There are commercial solutions available, but perhaps the brightest light to shine on this industry-wide problem is Azul System’s Open Initiative for Improving Managed Runtimes. This managed runtime initiative, and more specifically, the OpenJDK managed runtime project (“MRI-J”), promises to deliver a GNU GPL licensed solution to this Java runtime problem.
“The enhanced OpenJDK runtime project demonstrates how highly optimized modules working in concert across enhanced interfaces in the system stack can achieve dramatic performance and scalability improvements.
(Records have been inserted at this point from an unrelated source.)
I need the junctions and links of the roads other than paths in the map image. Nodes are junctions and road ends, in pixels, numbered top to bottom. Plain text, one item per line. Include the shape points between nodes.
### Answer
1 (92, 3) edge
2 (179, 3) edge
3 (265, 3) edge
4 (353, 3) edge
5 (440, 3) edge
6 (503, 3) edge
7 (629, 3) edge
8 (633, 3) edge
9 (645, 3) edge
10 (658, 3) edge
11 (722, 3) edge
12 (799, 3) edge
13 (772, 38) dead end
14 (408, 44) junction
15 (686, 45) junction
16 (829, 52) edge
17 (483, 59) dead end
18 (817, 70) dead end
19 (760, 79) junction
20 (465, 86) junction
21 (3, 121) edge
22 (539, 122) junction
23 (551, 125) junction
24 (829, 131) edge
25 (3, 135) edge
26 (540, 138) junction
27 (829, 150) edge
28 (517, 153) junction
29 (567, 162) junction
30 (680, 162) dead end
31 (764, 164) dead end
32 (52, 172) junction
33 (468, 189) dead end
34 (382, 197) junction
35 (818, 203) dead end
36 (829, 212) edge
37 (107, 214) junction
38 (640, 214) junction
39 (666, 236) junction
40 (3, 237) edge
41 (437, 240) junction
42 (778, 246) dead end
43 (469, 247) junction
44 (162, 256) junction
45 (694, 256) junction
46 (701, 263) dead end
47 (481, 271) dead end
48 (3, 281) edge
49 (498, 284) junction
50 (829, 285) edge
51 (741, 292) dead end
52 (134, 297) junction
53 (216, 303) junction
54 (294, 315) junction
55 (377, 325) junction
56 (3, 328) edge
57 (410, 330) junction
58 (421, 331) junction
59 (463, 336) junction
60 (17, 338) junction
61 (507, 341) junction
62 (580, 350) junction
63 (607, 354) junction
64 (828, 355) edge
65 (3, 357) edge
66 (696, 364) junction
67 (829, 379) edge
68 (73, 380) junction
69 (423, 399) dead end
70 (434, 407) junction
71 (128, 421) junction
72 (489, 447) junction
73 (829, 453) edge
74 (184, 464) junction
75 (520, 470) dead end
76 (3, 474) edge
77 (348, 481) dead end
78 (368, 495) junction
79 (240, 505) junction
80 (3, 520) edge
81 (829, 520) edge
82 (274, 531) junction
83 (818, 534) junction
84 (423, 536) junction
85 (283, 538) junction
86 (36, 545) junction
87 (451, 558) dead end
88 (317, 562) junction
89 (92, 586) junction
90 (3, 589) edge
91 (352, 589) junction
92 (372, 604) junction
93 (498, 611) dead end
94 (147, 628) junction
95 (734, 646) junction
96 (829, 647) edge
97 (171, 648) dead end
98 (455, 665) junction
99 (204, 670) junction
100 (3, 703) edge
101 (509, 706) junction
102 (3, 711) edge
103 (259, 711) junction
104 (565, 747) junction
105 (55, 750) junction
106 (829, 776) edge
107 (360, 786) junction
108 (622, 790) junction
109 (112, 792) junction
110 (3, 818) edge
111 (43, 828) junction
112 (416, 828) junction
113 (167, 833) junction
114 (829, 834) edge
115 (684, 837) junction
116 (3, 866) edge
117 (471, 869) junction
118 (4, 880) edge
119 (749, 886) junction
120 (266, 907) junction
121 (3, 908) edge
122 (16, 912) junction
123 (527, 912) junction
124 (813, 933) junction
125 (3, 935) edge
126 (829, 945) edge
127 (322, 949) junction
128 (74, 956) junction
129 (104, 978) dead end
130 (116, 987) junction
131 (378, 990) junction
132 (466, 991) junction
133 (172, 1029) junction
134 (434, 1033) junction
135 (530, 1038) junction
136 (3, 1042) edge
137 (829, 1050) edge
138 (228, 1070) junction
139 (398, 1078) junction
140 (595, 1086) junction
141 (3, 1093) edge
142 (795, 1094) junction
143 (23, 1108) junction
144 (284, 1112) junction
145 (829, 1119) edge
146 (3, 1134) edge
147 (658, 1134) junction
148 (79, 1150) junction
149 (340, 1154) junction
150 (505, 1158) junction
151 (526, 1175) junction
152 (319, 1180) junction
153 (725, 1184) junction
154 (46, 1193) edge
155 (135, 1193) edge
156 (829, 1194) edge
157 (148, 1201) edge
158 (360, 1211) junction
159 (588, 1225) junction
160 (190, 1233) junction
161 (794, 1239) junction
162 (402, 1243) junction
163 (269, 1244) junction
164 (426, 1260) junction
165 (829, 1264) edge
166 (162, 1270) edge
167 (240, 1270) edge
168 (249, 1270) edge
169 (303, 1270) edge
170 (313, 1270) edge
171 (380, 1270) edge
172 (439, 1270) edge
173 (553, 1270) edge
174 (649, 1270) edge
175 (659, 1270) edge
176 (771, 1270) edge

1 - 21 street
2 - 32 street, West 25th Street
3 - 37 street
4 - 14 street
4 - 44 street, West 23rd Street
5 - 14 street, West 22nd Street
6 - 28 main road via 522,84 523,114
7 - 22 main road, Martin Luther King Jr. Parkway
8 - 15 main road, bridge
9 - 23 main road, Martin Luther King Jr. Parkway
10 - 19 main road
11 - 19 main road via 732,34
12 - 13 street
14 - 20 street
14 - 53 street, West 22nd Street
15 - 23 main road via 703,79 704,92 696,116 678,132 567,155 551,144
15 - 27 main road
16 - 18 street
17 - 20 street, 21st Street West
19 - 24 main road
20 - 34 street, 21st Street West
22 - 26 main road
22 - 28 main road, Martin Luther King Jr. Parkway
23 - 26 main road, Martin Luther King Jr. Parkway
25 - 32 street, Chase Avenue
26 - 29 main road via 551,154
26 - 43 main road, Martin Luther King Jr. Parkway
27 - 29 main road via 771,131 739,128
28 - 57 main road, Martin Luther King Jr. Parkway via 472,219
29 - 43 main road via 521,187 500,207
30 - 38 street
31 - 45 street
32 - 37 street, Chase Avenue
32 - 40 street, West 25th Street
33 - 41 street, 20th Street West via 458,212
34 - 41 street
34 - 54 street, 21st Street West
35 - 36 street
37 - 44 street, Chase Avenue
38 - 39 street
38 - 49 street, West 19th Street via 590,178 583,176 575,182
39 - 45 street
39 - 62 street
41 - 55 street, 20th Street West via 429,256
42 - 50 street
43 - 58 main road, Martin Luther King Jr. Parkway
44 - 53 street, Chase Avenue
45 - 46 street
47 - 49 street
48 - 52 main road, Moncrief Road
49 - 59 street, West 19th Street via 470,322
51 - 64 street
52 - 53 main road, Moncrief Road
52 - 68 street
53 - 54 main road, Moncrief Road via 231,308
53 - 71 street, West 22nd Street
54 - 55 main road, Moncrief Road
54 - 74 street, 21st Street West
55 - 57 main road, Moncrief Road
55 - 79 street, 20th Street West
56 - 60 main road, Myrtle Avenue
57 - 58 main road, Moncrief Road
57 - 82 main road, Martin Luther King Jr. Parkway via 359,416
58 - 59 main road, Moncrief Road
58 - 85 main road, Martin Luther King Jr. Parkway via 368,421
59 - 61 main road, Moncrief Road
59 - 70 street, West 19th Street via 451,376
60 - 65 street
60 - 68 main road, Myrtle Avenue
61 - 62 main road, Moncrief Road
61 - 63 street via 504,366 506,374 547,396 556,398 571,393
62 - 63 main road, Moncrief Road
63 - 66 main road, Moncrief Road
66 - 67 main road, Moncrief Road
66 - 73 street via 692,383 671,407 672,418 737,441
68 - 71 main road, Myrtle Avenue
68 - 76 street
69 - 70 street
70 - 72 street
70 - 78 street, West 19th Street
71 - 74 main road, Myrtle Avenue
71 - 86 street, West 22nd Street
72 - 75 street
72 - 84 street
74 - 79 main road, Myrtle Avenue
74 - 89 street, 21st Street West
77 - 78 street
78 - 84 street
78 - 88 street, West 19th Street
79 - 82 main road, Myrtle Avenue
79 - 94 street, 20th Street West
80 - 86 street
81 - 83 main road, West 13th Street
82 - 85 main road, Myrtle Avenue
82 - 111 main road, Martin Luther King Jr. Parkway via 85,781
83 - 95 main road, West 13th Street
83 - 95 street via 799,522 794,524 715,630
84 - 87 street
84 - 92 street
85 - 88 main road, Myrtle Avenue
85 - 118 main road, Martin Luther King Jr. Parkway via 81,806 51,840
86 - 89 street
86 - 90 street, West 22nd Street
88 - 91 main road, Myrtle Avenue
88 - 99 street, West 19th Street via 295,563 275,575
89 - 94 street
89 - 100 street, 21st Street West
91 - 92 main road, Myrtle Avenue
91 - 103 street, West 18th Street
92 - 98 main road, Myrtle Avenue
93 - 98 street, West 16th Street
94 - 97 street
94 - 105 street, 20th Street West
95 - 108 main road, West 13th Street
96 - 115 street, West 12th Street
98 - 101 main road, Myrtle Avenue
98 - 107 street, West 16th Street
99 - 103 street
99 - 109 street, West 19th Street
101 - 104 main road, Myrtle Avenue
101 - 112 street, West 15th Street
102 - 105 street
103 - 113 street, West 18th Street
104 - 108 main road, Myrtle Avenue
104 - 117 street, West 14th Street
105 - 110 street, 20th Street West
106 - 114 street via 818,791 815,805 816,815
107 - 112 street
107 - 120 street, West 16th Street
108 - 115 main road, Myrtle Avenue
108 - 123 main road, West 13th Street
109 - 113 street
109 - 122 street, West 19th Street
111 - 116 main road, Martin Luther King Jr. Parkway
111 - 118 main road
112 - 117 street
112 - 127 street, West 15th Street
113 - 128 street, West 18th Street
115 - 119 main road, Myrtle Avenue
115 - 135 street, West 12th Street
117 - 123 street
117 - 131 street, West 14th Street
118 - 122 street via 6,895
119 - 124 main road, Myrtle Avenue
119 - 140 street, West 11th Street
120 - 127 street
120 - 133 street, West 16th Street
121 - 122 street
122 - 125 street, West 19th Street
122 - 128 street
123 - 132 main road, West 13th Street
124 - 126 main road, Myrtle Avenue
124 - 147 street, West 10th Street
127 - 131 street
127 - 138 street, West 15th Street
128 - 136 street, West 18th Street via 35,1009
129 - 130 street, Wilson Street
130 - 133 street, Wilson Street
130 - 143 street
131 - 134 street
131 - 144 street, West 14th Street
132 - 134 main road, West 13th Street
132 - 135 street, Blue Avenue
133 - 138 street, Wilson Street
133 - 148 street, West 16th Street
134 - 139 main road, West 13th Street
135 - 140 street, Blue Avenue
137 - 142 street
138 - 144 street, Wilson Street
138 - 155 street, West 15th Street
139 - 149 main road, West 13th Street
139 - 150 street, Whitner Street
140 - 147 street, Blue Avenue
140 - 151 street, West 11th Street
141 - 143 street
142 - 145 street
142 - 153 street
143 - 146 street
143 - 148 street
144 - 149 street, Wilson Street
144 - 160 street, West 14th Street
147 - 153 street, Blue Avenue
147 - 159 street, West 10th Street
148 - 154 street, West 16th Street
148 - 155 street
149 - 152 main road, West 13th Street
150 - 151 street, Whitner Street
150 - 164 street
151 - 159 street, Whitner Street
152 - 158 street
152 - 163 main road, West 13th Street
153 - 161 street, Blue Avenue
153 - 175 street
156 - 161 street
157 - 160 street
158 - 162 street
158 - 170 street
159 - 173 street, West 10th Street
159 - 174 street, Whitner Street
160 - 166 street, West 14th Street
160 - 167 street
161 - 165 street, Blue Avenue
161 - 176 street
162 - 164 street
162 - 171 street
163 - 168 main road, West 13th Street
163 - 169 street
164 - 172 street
The first release (version 0.9) includes a fully functional Java Virtual Machine (JVM) based on an enhanced version of OpenJDK 6. Core capabilities of JVM include pauseless garbage collection and two orders of magnitude (100x) increase in object allocation rate (and supported heap size) for dramatically improved scalability and consistency.”
It’s a bold and ambitious project, and it’s already grabbed the attention and approval of the currently unemployed, Father of Java, James Gosling. "I’m excited about the Managed Runtime Initiative and the contribution Azul is making to the Open Source community,” said James Gosling. “This Initiative will serve to bring new functionality to the systems stack, freeing managed runtimes to continue their growth and evolution."
Of course, the managed runtime initiative is new, having only been released this June of 2010. But it does address the real problem of the scalability of Java runtimes and environments, which is essential if we are going to be able to effectively leverage the benefits of the hardware that is available to our modern Java based applications.